In some cases, it pays to file early.
The age you begin claiming Social Security will affect your monthly income for the rest of your life, so it’s critical to choose wisely.
Delaying benefits will result in larger payments each month, so that may seem like a smart idea to maximize your income. In some cases, that can be the best possible move to enjoy a more financially secure retirement — but it won’t be the right option for everyone.
While everyone’s situation will be different, there’s one good reason to consider filing for benefits earlier: you can change your mind later.
When claiming early can be smart
When you file for Social Security before your full retirement age (FRA), it will result in smaller checks. But one advantage is that it’s also easier to reverse your decision if you change your mind.
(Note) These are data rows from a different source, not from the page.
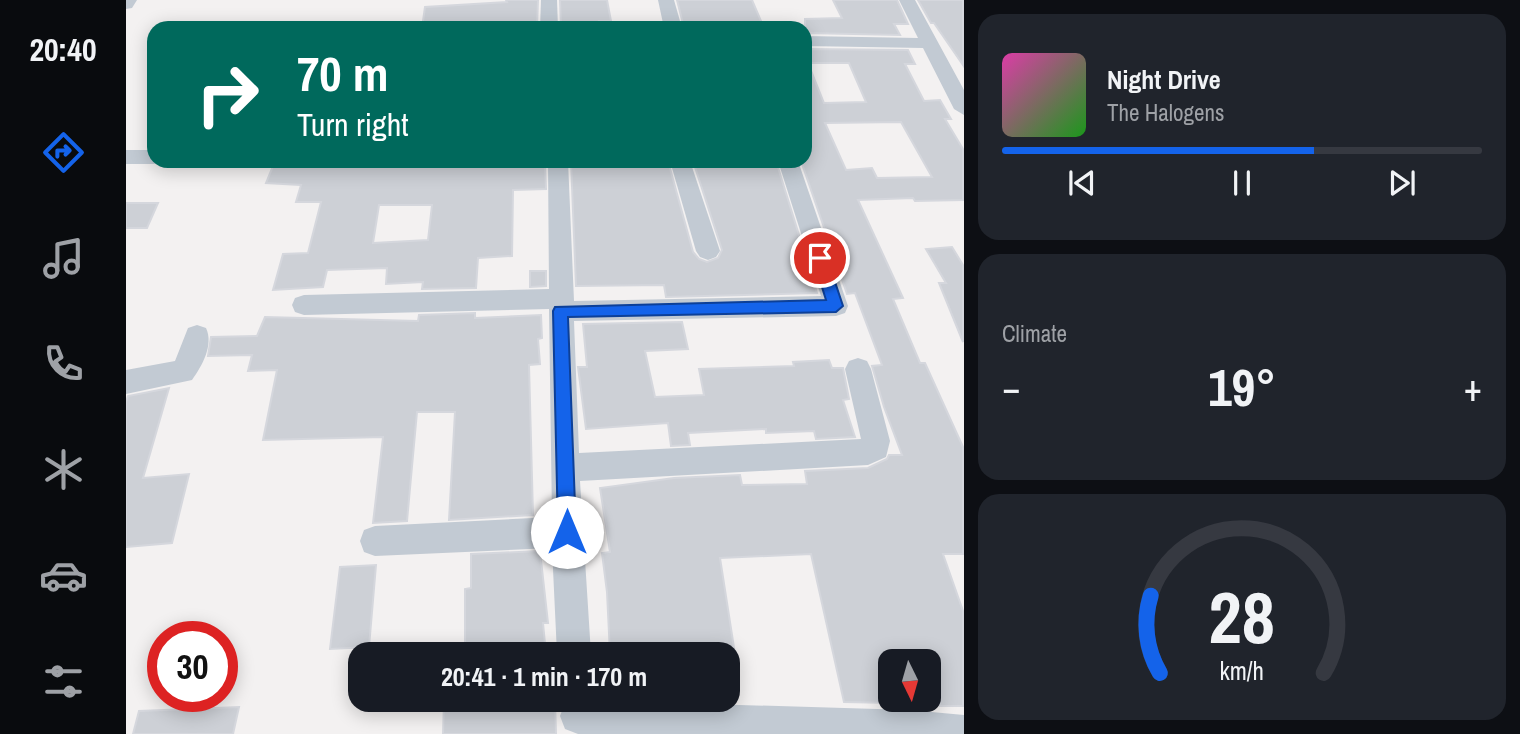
<!DOCTYPE html>
<meta charset="utf-8">
<style>
:root{--surface:#171b24;--page:#20242c;--text:#f1f3f6;--muted:#9ea1a6;--line:#363941;--accent:#1463ea}
body{margin:0;font-family:"Archivo Narrow",sans-serif;background:var(--page);color:var(--text);height:100vh;display:flex;flex-direction:column;font-size:26px;white-space:nowrap}
*{box-sizing:border-box;margin:0}
p{font-size:23px;color:var(--muted)}
.icon{flex:none;width:38px;height:38px;fill:none;stroke:currentColor;stroke-width:2;stroke-linecap:round;stroke-linejoin:round}
.map{position:relative;flex:1;overflow:hidden}
.side{display:flex;flex-direction:column;gap:14px;padding:14px;background:#0d0f14;width:556px}
.side>*{flex:none}
.guide{position:absolute;left:21px;top:21px;width:665px;height:147px;border-radius:21px;box-shadow:0 4px 18px #0003;background:#00695c;color:#fff;overflow:hidden}
.needle{width:46px;rotate:175deg}
.fabs{position:absolute;left:752px;top:649px;display:grid;gap:14px}
.fabs a{display:grid;place-items:center;width:63px;height:63px;border-radius:14px;background:var(--surface);box-shadow:0 4px 18px #0003;font-size:35px}
.speed{position:absolute;left:21px;top:621px;display:flex;gap:14px;font-size:35px;font-weight:700;text-align:center}
.speed>*{display:grid;place-content:center;width:91px;height:91px;border-radius:50%;background:var(--surface);box-shadow:0 4px 18px #0003;line-height:1}
.speed .limit{border:10px solid #d22;background:#fff;color:#111}
.pin{position:absolute;display:grid;place-items:center;width:60px;height:60px;color:#fff;margin:-30px;border:4px solid #fff;border-radius:50%;box-shadow:0 2px 7px #0007}
.me{position:absolute;width:77px;margin:-38px;rotate:0deg;stroke-linejoin:round;filter:drop-shadow(0 0 5px #0008)}
.turn{display:flex;align-items:center;gap:24px;height:147px;padding:0 35px;font-size:32px}
.turn .icon{width:91px;height:91px;stroke-width:2.5}
.turn b{display:block;font-size:49px;line-height:60px}
.big{font-size:52px;font-weight:800;line-height:1.1}
.side .card{flex:1;display:flex;flex-direction:column;justify-content:center;gap:10px;min-width:0;padding:0 24px;border-radius:21px;background:var(--page)}
.side .dial{align-items:center;gap:0}
.dial svg{height:182px;overflow:visible;fill:none;stroke:var(--line);stroke-width:7;stroke-linecap:round;text-anchor:middle}
.dial text{fill:var(--text);stroke:none}
.song{display:flex;align-items:center;gap:21px}
.cover{width:84px;height:84px;border-radius:10px;background:linear-gradient(135deg,hsl(320 70% 55%),hsl(120 70% 35%))}
.played{height:7px;border-radius:4px;background:linear-gradient(90deg,var(--accent) 65%,var(--line) 65%)}
.keys{display:flex;justify-content:space-around;direction:ltr}
.heat{display:flex;justify-content:space-between;align-items:center;font-size:38px;direction:ltr}
.trip{position:absolute;left:222px;top:642px;width:392px;height:70px;border-radius:21px;background:var(--surface);box-shadow:0 4px 18px #0003;font-weight:800;line-height:70px;text-align:center}
main{display:flex;flex:1;min-height:0}
.tabs{display:flex;flex-direction:column;width:126px;justify-content:space-around;align-items:center;background:#090b0e;color:var(--muted)}
.tabs .icon{width:49px;height:49px}
.tabs .on{color:var(--accent)}
.tabs b{font-size:32px;color:var(--text)}
.map>svg:first-child{display:block}
</style>
<main>
<nav class="tabs">
<b>20:40</b>
<svg class="icon on" aria-label="directions" viewBox="0 0 24 24"><path d="M12 3l9 9-9 9-9-9zM9 14v-3h6M13 9l2 2-2 2"/></svg>
<svg class="icon" aria-label="music" viewBox="0 0 24 24"><path d="M9 18V5l10-2v13"/><circle cx="6" cy="18" r="3"/><circle cx="16" cy="16" r="3"/></svg>
<svg class="icon" aria-label="phone" viewBox="0 0 24 24"><path d="M5 4h4l2 5-3 2q2 4 5 5l2-3 5 2v4C11 20 4 13 5 4z"/></svg>
<svg class="icon" aria-label="climate" viewBox="0 0 24 24"><path d="M12 3v18M4 7l16 10M4 17L20 7"/></svg>
<svg class="icon" aria-label="car" viewBox="0 0 24 24"><path d="M5 17H2v-5l4-1 3-4h7l3 4 3 1v5h-3M9 17h6M6 11h13"/><circle cx="7" cy="17" r="2"/><circle cx="17" cy="17" r="2"/></svg>
<svg class="icon" aria-label="filters" viewBox="0 0 24 24"><path d="M4 7h16M4 17h16"/><circle cx="9" cy="7" r="2"/><circle cx="15" cy="17" r="2"/></svg>
</nav>
<div class="map">
<svg width="838" height="734" viewBox="0 0 838 734">
<rect width="100%" height="100%" fill="#f3f1f1"/>
<g fill="#cdd0d6" stroke="#d5d7dd" stroke-width="2" fill-rule="evenodd">
<polygon points="380,0 412,0 411,28 379,28 379,26 296,28 299,7 381,2"/>
<polygon points="434,0 481,0 485,21 473,21 475,28 435,28"/>
<polygon points="551,0 626,0 638,28 558,28"/>
<polygon points="707,0 771,0 782,24 768,24 774,35 679,33 679,19 716,18"/>
<polygon points="792,0 837,0 837,65 808,23 805,23"/>
<path d="M679,49L782,50L789,64H779L798,101L814,100L825,119H819L837,149V200L789,201L787,198L732,200L777,298L767,299L794,363H799L837,447V554H817L837,611V706H814L803,673V662H765V703L718,702L685,554L594,558L609,654H484L481,592L476,553L484,552L474,488L548,478L614,475L616,485L681,484L679,471L742,468L761,459L763,455H776L758,407L746,366L756,365L729,293L721,294L675,161H679ZM682,63H723L740,102L698,103ZM775,122L806,177L751,178L746,168L720,170L699,123Z"/>
<path d="M149,161L196,163V167L295,161H318V165L419,164L420,189L387,190L386,256L352,258L350,288L296,289L297,282L260,284L261,268L201,270L197,287L147,290L157,254L182,253L195,202H170L175,185L140,183ZM253,205H306L302,240L247,243Z"/>
<polygon points="445,161 542,161 567,252 573,259 581,262 592,258 596,250 567,161 604,161 605,164 650,161 691,293 540,297 538,285 450,286"/>
<polygon points="0,203 32,203 21,228 0,228"/>
<polygon points="826,247 837,265 837,342 813,283 820,283 800,249"/>
<polygon points="404,271 420,271 420,286 404,287"/>
<polygon points="349,313 349,318 415,315 416,338 412,339 414,364 403,365 407,515 323,520 329,412 291,412 281,521 247,523 257,437 137,440 151,370 122,371 126,355 82,356 85,337 131,336 139,317 292,321 293,315"/>
<polygon points="556,322 562,349 519,351 529,397 578,395 573,369 668,366 667,362 703,360 706,368 717,368 723,399 717,400 729,437 690,439 688,431 640,433 640,429 562,433 564,445 545,446 542,423 460,429 452,367 461,367 457,324"/>
<polygon points="43,388 17,478 63,474 46,543 0,547 0,402 2,396"/>
<polygon points="414,551 422,623 417,623 420,654 339,654 339,589 345,588 345,554"/>
<polygon points="250,565 243,647 204,649 214,567"/>
<polygon points="318,700 429,700 430,734 317,734"/>
<polygon points="113,707 107,734 7,734 13,711"/>
</g>
<g fill="none" stroke-linecap="round" stroke-linejoin="round">
<g fill="#c2cad3" fill-rule="evenodd">
<polygon points="0,0 11,0 6,8 0,9"/>
<polygon points="415,0 431,0 432,28 414,28"/>
<polygon points="532,0 548,0 556,28 538,28"/>
<polygon points="773,0 789,0 838,90 838,115 828,109 797,48 679,46 679,36 792,38"/>
<polygon points="0,150 28,150 28,161 36,161 28,164 0,164"/>
<polygon points="422,161 442,161 448,301 695,296 652,161 672,161 722,306 719,313 710,316 448,321 453,453 735,439 719,369 723,361 732,358 741,361 745,369 764,441 760,457 742,465 454,481 465,654 431,654 426,548 249,556 238,552 234,541 238,530 249,526 426,517 423,309 178,315 169,312 166,305 169,298 178,295 423,289"/>
<polygon points="544,161 564,161 594,251 590,257 582,260 574,257 570,251"/>
<path d="M71,325L80,328C88,345 76,366 66,380L0,394V370L49,361L62,328Z"/>
<polygon points="448,700 784,710 838,715 838,734 452,734 439,729 434,716 439,703"/>
</g>
</g>
<polygon fill="#1463ea" stroke="#0d4098" stroke-width="2" points="694,252 701,258 717,306 710,312 442,317 450,532 447,539 441,541 434,539 432,532 427,311 429,307 700,300 687,258"/>
</svg>
<div class="fabs">
<a><svg class="needle" viewBox="-14 -14 28 28"><path d="M0-13l5 13h-10z" fill="#e53935"/><path d="M0 13l5-13h-10z" fill="#9ea1a6"/></svg></a>
</div>
<div class="speed"><div class="limit">30</div></div>
<div class="pin" style="left:694px;top:258px;background:#d93025"><svg class="icon" aria-label="arrive" viewBox="0 0 24 24"><path d="M6 21V4h12l-3 4 3 4H6"/></svg></div>
<svg class="me" style="left:441px;top:532px" viewBox="-20 -20 40 40"><circle r="19" fill="#fff"/><path d="M0-13L10 11 0 6-10 11z" fill="#1463ea"/></svg>
<div class="trip">20:41 · 1 min · 170 m</div>
<div class="guide">
<div class="turn"><svg class="icon" aria-label="right" viewBox="0 0 24 24"><path d="M7 20v-9h11M14 6l5 5-5 5"/></svg><div><b>70 m</b>Turn right</div></div>
</div>
</div>
<section class="side">
<div class="card">
<div class="song"><i class="cover"></i><div><b>Night Drive</b><p>The Halogens</p></div></div>
<div class="played"></div>
<div class="keys"><svg class="icon" aria-label="previous" viewBox="0 0 24 24"><path d="M18 5L8 12l10 7zM5 5v14"/></svg><svg class="icon" aria-label="pause" viewBox="0 0 24 24"><path d="M8 5v14M16 5v14"/></svg><svg class="icon" aria-label="next" viewBox="0 0 24 24"><path d="M6 5l10 7-10 7zM19 5v14"/></svg></div>
</div>
<div class="card"><p>Climate</p>
<div class="heat"><a>−</a><b class="big">19°</b><a>+</a></div>
</div>
<div class="card dial"><svg viewBox="0 0 100 80">
<path d="M14 69A42 42 0 1 1 86 69"/>
<path d="M14 69A42 42 0 0 1 10 35" stroke="#1463ea"/>
<text x="50" y="56" font-size="32" font-weight="700">28</text>
<text x="50" y="72" font-size="11">km/h</text>
</svg></div>
</section>
</main>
Within the first 12 months of claiming, you have the option to withdraw your application. You will need to pay back all the money you’ve received so far in benefits, but then you’re free to file again anytime thereafter.
If withdrawing your application isn’t an option, you could suspend your benefits instead. Once you reach your FRA, you can stop collecting benefits up to age 70. When you reapply, then, you’ll start receiving larger payments.
While it’s still wise to do your research before you file to ensure you’re claiming at the best age for your situation, sometimes unexpected circumstances arise. If you file early and change your mind, you can reverse your decision. But if you delay benefits and then regret it, there’s not much you can do at that point.
When you may be better off delaying Social Security
That said, there are also some situations where claiming early could put you at a disadvantage. There’s no right or wrong time to begin claiming, so one person’s ideal age may not work for you.
Perhaps the best reason to consider delaying Social Security is if you know your savings will be falling short in retirement. The longer you wait to file for benefits (up to age 70), the more you’ll collect each month. This can sometimes result in thousands of dollars more per year, which can go a long way.
For example, the average retiree collects around $1,800 per month in benefits as of March 2023, according to the Social Security Administration. If you have an FRA of 67 years old and would receive $1,800 per month at that age, filing at 62 would reduce your benefits by 30%, leaving you with $1,260 per month.
If you were to delay benefits until age 70, however, you’d receive your full benefit amount plus an extra 24% each month, or $2,232 per month. That’s an additional $972 per month over what you’d collect at 62, which adds up to nearly $12,000 per year.
Which option is right for you?
When you decide to start taking Social Security is a highly personal decision, and again, there isn’t necessarily a right or wrong answer.
If your primary goal is to maximize your monthly income, delaying benefits may be your best option. Also, if you expect to live a longer-than-average lifespan, those larger checks can go a long way if your savings eventually run dry.
On the other hand, if you’re on the fence about when to claim or you don’t need the extra cash each month, filing early can be smart. You never know what kind of curveballs life can throw at you, and keeping your options open may help you ease into retirement more smoothly.
Choosing the right age to file for Social Security isn’t always easy, but it pays to consider how your situation will affect your decision. The more thought you put into your strategy, the more prepared you’ll be in retirement.